**Work request:** Write the records out again, exactly.

(Stored items)
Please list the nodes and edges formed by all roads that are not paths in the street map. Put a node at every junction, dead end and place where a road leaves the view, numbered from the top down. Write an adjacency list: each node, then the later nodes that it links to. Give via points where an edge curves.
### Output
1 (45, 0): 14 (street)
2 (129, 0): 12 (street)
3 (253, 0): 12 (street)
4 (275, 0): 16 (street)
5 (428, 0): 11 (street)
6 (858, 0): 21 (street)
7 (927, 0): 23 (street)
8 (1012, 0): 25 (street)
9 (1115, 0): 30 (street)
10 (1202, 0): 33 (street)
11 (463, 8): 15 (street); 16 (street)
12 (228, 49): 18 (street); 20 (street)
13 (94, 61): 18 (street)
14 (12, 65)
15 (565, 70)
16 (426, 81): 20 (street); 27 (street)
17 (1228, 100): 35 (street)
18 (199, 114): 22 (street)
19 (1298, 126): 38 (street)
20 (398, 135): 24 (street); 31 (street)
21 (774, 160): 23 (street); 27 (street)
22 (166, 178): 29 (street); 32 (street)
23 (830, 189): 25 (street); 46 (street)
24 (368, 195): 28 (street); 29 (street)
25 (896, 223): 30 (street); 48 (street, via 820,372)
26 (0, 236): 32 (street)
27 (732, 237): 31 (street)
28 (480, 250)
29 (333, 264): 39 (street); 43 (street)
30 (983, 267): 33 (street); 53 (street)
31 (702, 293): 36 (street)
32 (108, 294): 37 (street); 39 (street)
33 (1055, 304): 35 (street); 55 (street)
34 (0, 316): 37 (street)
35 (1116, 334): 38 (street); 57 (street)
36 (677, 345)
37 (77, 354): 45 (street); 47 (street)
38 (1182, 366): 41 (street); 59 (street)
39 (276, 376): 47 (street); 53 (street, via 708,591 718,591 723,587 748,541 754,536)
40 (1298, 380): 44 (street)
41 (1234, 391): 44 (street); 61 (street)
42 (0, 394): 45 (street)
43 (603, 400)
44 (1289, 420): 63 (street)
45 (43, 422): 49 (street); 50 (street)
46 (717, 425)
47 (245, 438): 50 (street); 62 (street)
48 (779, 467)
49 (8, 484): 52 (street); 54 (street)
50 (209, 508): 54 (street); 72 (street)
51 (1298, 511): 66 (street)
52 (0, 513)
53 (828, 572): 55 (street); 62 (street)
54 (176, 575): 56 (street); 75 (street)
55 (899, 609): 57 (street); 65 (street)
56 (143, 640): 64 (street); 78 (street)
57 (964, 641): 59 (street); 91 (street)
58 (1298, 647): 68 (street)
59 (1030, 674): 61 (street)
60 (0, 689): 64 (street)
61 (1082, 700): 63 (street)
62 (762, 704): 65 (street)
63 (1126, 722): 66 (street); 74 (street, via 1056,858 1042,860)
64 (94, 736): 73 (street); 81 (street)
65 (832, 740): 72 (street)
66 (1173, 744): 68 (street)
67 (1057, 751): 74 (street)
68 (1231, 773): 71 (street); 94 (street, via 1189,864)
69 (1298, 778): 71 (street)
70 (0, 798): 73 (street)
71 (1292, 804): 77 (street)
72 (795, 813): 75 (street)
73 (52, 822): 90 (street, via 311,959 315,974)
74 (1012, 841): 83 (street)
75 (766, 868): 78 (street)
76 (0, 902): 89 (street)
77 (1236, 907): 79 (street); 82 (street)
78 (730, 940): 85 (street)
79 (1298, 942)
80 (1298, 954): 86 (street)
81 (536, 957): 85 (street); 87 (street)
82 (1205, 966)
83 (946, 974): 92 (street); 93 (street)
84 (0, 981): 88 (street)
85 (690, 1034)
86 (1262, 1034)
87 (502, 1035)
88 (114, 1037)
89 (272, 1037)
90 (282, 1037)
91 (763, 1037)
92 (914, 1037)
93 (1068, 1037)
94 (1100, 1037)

**Response area:**
Please list the nodes and edges formed by all roads that are not paths in the street map. Put a node at every junction, dead end and place where a road leaves the view, numbered from the top down. Write an adjacency list: each node, then the later nodes that it links to. Give via points where an edge curves.
### Output
1 (45, 0): 14 (street)
2 (129, 0): 12 (street)
3 (253, 0): 12 (street)
4 (275, 0): 16 (street)
5 (428, 0): 11 (street)
6 (858, 0): 21 (street)
7 (927, 0): 23 (street)
8 (1012, 0): 25 (street)
9 (1115, 0): 30 (street)
10 (1202, 0): 33 (street)
11 (463, 8): 15 (street); 16 (street)
12 (228, 49): 18 (street); 20 (street)
13 (94, 61): 18 (street)
14 (12, 65)
15 (565, 70)
16 (426, 81): 20 (street); 27 (street)
17 (1228, 100): 35 (street)
18 (199, 114): 22 (street)
19 (1298, 126): 38 (street)
20 (398, 135): 24 (street); 31 (street)
21 (774, 160): 23 (street); 27 (street)
22 (166, 178): 29 (street); 32 (street)
23 (830, 189): 25 (street); 46 (street)
24 (368, 195): 28 (street); 29 (street)
25 (896, 223): 30 (street); 48 (street, via 820,372)
26 (0, 236): 32 (street)
27 (732, 237): 31 (street)
28 (480, 250)
29 (333, 264): 39 (street); 43 (street)
30 (983, 267): 33 (street); 53 (street)
31 (702, 293): 36 (street)
32 (108, 294): 37 (street); 39 (street)
33 (1055, 304): 35 (street); 55 (street)
34 (0, 316): 37 (street)
35 (1116, 334): 38 (street); 57 (street)
36 (677, 345)
37 (77, 354): 45 (street); 47 (street)
38 (1182, 366): 41 (street); 59 (street)
39 (276, 376): 47 (street); 53 (street, via 708,591 718,591 723,587 748,541 754,536)
40 (1298, 380): 44 (street)
41 (1234, 391): 44 (street); 61 (street)
42 (0, 394): 45 (street)
43 (603, 400)
44 (1289, 420): 63 (street)
45 (43, 422): 49 (street); 50 (street)
46 (717, 425)
47 (245, 438): 50 (street); 62 (street)
48 (779, 467)
49 (8, 484): 52 (street); 54 (street)
50 (209, 508): 54 (street); 72 (street)
51 (1298, 511): 66 (street)
52 (0, 513)
53 (828, 572): 55 (street); 62 (street)
54 (176, 575): 56 (street); 75 (street)
55 (899, 609): 57 (street); 65 (street)
56 (143, 640): 64 (street); 78 (street)
57 (964, 641): 59 (street); 91 (street)
58 (1298, 647): 68 (street)
59 (1030, 674): 61 (street)
60 (0, 689): 64 (street)
61 (1082, 700): 63 (street)
62 (762, 704): 65 (street)
63 (1126, 722): 66 (street); 74 (street, via 1056,858 1042,860)
64 (94, 736): 73 (street); 81 (street)
65 (832, 740): 72 (street)
66 (1173, 744): 68 (street)
67 (1057, 751): 74 (street)
68 (1231, 773): 71 (street); 94 (street, via 1189,864)
69 (1298, 778): 71 (street)
70 (0, 798): 73 (street)
71 (1292, 804): 77 (street)
72 (795, 813): 75 (street)
73 (52, 822): 90 (street, via 311,959 315,974)
74 (1012, 841): 83 (street)
75 (766, 868): 78 (street)
76 (0, 902): 89 (street)
77 (1236, 907): 79 (street); 82 (street)
78 (730, 940): 85 (street)
79 (1298, 942)
80 (1298, 954): 86 (street)
81 (536, 957): 85 (street); 87 (street)
82 (1205, 966)
83 (946, 974): 92 (street); 93 (street)
84 (0, 981): 88 (street)
85 (690, 1034)
86 (1262, 1034)
87 (502, 1035)
88 (114, 1037)
89 (272, 1037)
90 (282, 1037)
91 (763, 1037)
92 (914, 1037)
93 (1068, 1037)
94 (1100, 1037)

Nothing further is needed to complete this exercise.